Renters across the United States are witnessing a shift in the rental market landscape. Many are earning higher incomes, which enhances their purchasing power. However, this increase has not entirely translated into widespread affordability, with many renters still considered "rent burdened." This label applies to those spending over 30% of their income on rent and utilities, as defined by the Joint Center for Housing Studies at Harvard University.
Rising incomes have been accompanied by a notable uptick in rental unit construction, resulting in a moderation of rental prices in several areas. The median income among renters reached $54,752 in 2024, marking a 5.3% increase from the previous year and a significant 35.2% rise since 2019. Despite this growth, the median income remains 14% below what is necessary for tenants to comfortably afford rent.
"The majority of renters are rent burdened," – Daryl Fairweather, chief economist at Redfin.
The disparity between income and rental costs is particularly pronounced in major metropolitan areas like Los Angeles, Miami, New York, and San Diego. These cities remain among the most expensive in the nation, primarily due to a lag in construction activity relative to demand. Joel Berner, a senior economist at Realtor.com, attributes these high costs to a fundamental economic principle:
"It's a lack of new construction," – Joel Berner, a senior economist at Realtor.com.
Conversely, some regions have experienced more favorable rental market conditions. Austin, Texas stands out as the most affordable metro area. Here, renters earn an average annual income of $69,781, which is 25.14% higher than what is necessary to afford a typical apartment. This surplus income provides renters with greater financial flexibility compared to other parts of the country.
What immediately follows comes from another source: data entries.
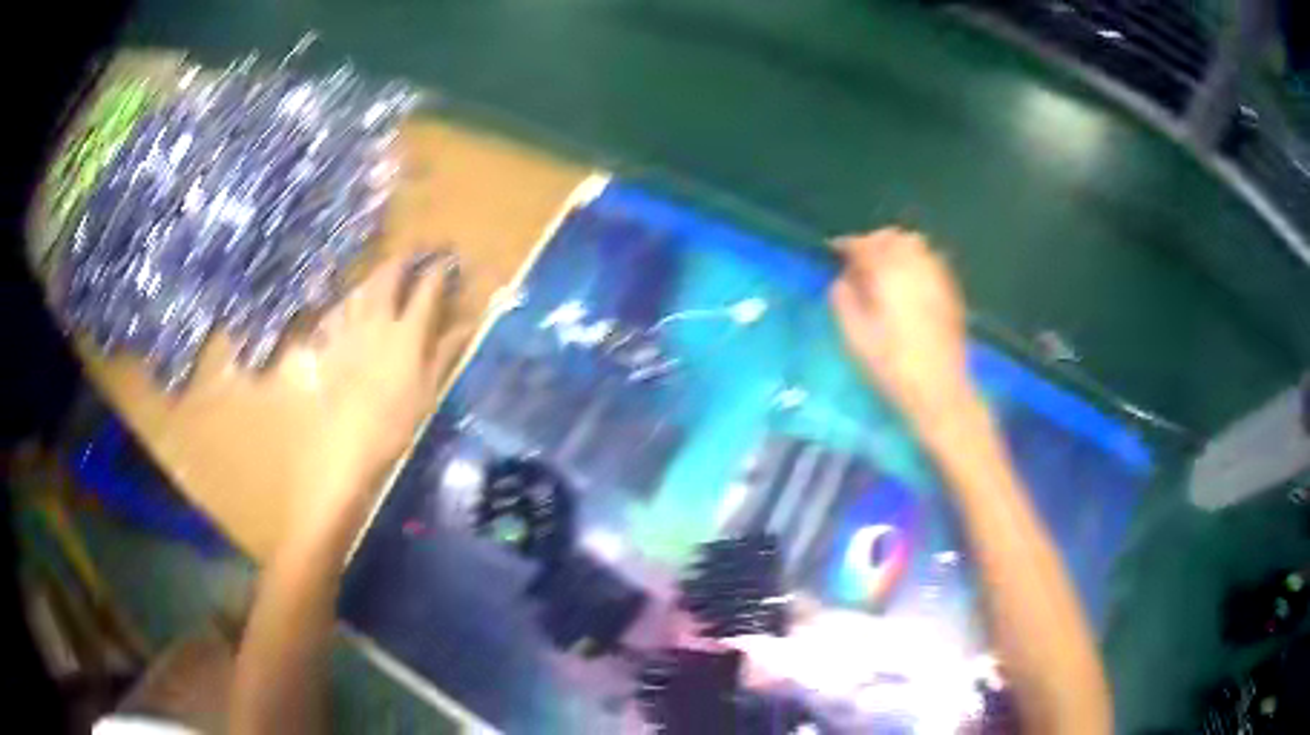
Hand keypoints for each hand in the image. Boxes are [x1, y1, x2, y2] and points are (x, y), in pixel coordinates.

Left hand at [279, 252, 466, 540]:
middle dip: (401, 261)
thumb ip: (444, 352)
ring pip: (359, 289)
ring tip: (381, 275)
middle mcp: (376, 321)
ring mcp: (348, 331)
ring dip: (373, 277)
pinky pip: (337, 312)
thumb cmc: (395, 422)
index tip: (446, 261)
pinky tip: (348, 307)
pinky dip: (347, 303)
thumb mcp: (427, 390)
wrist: (346, 444)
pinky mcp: (328, 345)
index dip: (438, 272)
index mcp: (406, 333)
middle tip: (411, 254)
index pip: (426, 291)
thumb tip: (468, 324)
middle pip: (387, 277)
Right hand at [830, 228, 971, 422]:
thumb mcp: (857, 337)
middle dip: (872, 243)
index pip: (863, 245)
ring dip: (895, 248)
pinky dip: (914, 261)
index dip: (845, 245)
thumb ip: (844, 300)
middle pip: (891, 237)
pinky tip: (907, 282)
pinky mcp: (950, 291)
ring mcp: (937, 276)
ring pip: (914, 244)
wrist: (940, 389)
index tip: (832, 252)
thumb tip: (841, 280)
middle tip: (858, 262)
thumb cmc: (893, 366)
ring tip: (882, 269)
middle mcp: (915, 266)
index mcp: (888, 274)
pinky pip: (930, 260)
In contrast, Providence, Rhode Island has emerged as one of the least affordable areas due to its proximity to Boston. The influx of people seeking housing near this major urban center has driven up demand and consequently rental prices.
The decline in rental costs is also influenced by waning demand as individuals return to office-based work environments. This transition reduces the need for rental accommodations previously sought during remote work periods.
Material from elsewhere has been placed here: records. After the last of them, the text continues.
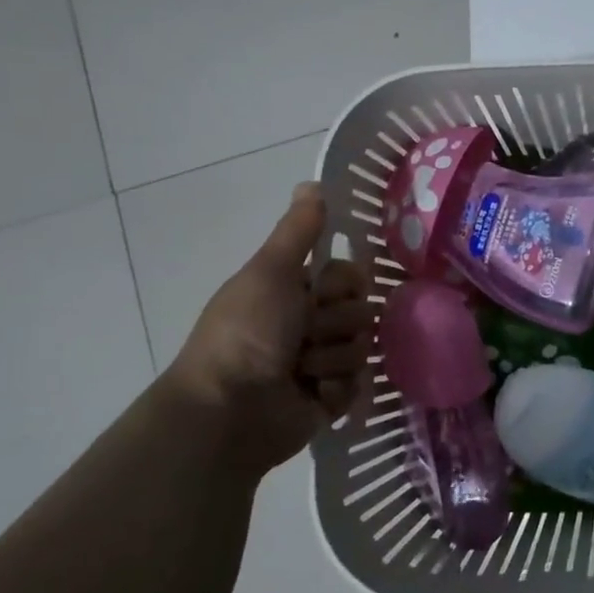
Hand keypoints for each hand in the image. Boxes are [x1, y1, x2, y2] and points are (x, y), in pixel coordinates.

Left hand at [166, 183, 365, 471]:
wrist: (230, 410)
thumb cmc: (246, 333)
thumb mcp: (270, 272)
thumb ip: (297, 231)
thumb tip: (314, 182)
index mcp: (295, 292)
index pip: (352, 276)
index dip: (344, 284)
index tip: (324, 292)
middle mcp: (310, 324)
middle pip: (362, 311)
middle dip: (336, 325)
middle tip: (304, 336)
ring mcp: (323, 363)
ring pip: (363, 348)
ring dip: (332, 359)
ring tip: (302, 372)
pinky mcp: (332, 399)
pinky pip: (360, 384)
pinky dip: (336, 390)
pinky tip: (313, 395)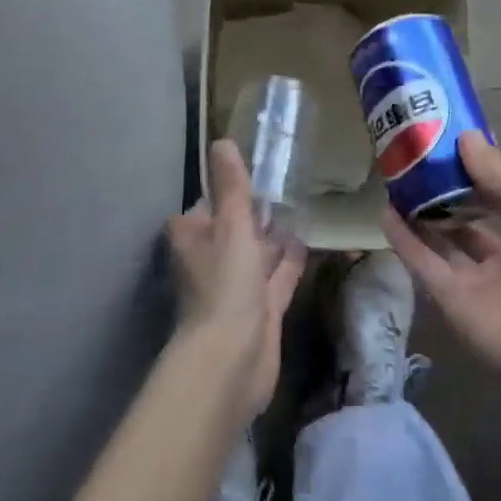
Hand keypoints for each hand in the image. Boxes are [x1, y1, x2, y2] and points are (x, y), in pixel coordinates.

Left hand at [166, 140, 306, 418]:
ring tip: (303, 208)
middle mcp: (209, 260)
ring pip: (257, 254)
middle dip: (255, 214)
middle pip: (233, 230)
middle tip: (288, 185)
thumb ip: (231, 187)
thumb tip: (222, 141)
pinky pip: (277, 277)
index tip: (255, 171)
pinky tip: (309, 243)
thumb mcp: (230, 226)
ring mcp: (235, 287)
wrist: (232, 359)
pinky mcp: (259, 309)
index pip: (207, 205)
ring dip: (274, 238)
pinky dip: (289, 263)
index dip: (227, 190)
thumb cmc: (225, 284)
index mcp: (192, 238)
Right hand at [384, 132, 500, 404]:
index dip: (473, 169)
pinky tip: (386, 214)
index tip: (444, 142)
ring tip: (393, 182)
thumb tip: (465, 137)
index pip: (497, 193)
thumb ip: (499, 175)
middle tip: (411, 161)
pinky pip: (424, 264)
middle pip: (466, 217)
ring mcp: (476, 278)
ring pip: (441, 240)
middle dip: (443, 192)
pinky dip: (405, 241)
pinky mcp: (451, 300)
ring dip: (420, 214)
Construction activity continues to play a crucial role in reshaping rental affordability across the U.S. Areas where new developments have kept pace with demand have seen a more rapid decrease in rental prices. This trend underscores the importance of aligning construction efforts with market needs.
"Everything in the housing market is econ 101," – Joel Berner, a senior economist at Realtor.com.
Nonetheless, even with the slight decline in rental prices nationwide, the Redfin report highlights that the current median income is still insufficient for many renters to comfortably manage their housing expenses.